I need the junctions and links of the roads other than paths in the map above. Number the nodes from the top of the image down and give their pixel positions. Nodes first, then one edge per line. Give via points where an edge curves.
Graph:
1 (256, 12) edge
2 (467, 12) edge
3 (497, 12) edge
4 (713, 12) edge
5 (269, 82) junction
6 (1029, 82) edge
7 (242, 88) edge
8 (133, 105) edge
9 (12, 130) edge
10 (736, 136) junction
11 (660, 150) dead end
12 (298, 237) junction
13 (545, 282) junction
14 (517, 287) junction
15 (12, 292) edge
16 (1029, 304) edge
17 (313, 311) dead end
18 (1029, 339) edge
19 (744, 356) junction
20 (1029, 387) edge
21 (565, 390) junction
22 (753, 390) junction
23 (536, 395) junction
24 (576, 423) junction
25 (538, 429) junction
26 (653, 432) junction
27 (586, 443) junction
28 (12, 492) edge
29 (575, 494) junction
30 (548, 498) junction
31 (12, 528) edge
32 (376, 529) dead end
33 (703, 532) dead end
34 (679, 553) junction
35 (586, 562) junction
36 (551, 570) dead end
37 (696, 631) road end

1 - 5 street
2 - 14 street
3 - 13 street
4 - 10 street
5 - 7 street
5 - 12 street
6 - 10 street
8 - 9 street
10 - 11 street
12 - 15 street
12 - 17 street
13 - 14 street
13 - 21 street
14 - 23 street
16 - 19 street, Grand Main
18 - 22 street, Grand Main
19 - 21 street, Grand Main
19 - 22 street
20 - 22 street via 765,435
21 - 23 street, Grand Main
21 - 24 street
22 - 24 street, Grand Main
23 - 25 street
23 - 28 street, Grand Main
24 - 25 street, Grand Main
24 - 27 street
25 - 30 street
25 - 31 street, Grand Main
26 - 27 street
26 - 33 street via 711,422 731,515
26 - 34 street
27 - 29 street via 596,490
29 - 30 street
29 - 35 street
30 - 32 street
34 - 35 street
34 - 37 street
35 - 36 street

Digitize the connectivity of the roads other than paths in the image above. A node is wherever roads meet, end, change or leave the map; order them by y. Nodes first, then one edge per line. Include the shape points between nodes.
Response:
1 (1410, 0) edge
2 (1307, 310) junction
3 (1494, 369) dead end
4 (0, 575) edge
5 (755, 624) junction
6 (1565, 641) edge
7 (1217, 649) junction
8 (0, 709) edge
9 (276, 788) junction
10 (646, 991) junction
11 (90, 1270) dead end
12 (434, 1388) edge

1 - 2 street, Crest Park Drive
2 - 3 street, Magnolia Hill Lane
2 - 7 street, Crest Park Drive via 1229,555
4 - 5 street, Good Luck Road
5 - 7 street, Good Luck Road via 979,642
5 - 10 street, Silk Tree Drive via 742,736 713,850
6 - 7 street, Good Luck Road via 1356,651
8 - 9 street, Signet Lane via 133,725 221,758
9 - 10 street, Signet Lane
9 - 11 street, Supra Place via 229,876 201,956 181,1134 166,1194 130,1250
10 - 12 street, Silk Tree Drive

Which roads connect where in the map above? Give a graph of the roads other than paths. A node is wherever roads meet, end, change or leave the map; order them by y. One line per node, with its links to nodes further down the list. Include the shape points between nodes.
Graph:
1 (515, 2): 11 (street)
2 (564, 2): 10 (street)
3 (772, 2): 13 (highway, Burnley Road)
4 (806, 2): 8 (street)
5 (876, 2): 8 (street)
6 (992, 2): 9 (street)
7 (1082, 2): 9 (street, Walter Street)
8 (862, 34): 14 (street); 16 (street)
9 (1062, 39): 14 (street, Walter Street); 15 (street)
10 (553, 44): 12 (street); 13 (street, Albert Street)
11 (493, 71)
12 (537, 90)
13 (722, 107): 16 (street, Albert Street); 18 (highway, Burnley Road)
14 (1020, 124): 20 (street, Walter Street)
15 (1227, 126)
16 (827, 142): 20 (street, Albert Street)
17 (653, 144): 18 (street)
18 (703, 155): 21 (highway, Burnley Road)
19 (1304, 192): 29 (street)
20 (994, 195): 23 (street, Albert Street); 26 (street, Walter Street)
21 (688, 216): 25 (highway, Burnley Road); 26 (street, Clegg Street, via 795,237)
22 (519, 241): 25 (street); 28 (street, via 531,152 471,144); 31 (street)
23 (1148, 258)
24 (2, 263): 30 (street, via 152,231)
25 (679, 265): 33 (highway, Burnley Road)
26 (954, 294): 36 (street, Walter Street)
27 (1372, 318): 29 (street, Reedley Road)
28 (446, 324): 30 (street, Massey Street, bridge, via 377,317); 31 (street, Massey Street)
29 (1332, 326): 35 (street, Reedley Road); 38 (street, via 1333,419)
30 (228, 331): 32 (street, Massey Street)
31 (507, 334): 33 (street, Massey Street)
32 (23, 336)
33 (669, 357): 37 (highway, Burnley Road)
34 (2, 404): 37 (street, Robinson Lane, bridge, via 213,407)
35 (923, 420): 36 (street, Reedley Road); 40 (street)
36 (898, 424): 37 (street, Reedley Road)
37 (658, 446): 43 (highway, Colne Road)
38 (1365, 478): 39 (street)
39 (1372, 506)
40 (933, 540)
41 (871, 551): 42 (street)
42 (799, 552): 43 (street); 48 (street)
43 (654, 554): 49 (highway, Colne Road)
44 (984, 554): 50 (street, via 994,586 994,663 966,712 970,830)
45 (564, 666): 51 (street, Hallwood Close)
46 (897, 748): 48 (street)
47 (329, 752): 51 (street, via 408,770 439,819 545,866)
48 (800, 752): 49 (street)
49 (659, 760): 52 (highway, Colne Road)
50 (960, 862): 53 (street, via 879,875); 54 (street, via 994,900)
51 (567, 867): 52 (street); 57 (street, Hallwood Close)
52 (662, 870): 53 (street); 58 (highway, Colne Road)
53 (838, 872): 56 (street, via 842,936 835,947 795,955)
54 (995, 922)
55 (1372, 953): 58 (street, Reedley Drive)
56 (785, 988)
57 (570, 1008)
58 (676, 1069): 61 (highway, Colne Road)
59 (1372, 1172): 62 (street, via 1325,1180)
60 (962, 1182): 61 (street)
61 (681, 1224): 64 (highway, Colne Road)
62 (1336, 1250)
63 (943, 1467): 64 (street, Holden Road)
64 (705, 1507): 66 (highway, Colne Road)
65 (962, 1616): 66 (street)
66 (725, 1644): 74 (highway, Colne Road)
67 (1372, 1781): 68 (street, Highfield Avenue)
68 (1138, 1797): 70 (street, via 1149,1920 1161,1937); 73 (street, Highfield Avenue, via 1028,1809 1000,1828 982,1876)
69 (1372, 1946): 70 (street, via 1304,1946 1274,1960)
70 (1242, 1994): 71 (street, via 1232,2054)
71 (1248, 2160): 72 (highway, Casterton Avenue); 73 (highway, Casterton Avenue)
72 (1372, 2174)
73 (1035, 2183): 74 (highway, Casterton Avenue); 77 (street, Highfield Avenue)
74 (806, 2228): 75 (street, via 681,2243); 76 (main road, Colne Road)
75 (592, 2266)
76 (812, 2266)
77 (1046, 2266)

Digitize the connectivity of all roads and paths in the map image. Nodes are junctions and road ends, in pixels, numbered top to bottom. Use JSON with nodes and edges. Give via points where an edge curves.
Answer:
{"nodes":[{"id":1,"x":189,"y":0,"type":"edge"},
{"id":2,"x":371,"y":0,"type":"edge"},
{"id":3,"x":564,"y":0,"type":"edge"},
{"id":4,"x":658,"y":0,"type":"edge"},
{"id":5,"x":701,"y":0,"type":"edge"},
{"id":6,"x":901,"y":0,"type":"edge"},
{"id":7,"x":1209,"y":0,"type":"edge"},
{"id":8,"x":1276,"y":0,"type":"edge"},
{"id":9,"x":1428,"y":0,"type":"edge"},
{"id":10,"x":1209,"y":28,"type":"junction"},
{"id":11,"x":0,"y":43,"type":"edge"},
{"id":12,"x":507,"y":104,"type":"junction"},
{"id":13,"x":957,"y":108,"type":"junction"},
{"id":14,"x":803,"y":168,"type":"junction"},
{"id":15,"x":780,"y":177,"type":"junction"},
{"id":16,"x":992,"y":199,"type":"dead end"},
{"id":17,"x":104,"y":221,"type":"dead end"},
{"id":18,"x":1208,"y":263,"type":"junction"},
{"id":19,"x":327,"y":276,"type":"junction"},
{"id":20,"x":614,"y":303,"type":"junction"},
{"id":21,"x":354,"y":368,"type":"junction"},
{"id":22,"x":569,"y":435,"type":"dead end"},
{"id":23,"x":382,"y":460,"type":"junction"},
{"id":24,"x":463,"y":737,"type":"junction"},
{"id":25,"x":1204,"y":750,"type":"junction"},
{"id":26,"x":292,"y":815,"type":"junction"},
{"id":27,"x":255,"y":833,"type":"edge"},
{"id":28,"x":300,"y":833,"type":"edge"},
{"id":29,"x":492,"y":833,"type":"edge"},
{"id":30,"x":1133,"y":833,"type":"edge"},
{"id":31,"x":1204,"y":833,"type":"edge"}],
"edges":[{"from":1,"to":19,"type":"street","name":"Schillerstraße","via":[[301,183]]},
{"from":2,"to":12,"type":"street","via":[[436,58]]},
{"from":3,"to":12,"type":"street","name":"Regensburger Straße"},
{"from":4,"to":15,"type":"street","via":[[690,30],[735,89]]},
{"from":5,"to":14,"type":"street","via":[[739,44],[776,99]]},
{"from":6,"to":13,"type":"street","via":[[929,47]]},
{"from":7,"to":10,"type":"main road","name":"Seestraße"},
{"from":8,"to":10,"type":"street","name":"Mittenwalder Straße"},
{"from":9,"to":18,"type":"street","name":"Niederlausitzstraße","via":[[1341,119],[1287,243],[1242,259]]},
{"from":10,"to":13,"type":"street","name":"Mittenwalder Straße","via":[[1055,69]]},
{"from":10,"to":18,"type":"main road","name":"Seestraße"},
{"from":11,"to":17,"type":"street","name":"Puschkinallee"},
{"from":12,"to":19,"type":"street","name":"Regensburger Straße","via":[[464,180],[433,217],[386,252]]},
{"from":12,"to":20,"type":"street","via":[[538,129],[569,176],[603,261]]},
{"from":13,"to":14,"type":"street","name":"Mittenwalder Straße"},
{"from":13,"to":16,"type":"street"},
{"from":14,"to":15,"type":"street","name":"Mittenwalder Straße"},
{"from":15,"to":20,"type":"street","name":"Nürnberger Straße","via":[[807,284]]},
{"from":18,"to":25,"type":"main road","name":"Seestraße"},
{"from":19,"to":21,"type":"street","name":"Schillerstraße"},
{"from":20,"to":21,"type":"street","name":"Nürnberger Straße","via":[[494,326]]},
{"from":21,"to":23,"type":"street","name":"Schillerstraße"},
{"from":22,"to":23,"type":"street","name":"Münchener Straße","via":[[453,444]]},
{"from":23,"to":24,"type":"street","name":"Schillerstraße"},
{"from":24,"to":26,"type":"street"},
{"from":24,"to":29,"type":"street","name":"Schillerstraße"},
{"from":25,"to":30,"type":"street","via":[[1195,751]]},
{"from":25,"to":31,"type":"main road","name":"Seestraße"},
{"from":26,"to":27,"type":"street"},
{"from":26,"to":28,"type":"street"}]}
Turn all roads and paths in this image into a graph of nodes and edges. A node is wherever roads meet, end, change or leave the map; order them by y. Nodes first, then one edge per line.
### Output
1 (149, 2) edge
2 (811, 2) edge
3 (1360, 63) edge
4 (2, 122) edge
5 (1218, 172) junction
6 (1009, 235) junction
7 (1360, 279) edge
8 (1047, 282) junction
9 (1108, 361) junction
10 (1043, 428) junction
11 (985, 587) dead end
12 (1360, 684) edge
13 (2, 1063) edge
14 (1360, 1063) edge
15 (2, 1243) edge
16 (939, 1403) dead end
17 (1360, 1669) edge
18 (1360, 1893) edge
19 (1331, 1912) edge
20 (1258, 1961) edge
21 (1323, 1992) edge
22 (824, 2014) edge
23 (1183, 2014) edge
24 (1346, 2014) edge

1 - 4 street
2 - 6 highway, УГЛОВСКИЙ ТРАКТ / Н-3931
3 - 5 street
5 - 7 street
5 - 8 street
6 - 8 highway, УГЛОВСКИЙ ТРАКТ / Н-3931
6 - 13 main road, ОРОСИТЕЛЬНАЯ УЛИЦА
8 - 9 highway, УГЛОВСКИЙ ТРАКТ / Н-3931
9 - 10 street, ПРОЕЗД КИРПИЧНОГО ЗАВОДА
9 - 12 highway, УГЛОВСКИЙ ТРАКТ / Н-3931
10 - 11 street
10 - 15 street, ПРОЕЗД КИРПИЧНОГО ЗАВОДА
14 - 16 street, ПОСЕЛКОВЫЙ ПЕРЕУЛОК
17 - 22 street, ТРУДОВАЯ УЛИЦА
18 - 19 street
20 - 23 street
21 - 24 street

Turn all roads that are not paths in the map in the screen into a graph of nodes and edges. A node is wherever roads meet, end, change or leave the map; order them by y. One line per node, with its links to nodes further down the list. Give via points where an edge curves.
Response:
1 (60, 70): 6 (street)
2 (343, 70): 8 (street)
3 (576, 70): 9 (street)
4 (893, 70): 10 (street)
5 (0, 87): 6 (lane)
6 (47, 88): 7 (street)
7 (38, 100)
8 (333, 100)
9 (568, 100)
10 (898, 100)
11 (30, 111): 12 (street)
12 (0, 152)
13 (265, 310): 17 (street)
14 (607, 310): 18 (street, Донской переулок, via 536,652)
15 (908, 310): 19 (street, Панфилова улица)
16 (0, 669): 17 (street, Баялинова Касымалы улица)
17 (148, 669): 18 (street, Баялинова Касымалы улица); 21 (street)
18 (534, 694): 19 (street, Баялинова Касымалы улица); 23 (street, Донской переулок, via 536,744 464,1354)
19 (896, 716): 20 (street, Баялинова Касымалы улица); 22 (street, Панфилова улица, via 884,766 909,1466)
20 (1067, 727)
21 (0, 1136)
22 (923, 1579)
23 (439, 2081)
───
The answer must be every line of the records above that holds the word "Hallwood".

45 (564, 666): 51 (street, Hallwood Close)
51 (567, 867): 52 (street); 57 (street, Hallwood Close)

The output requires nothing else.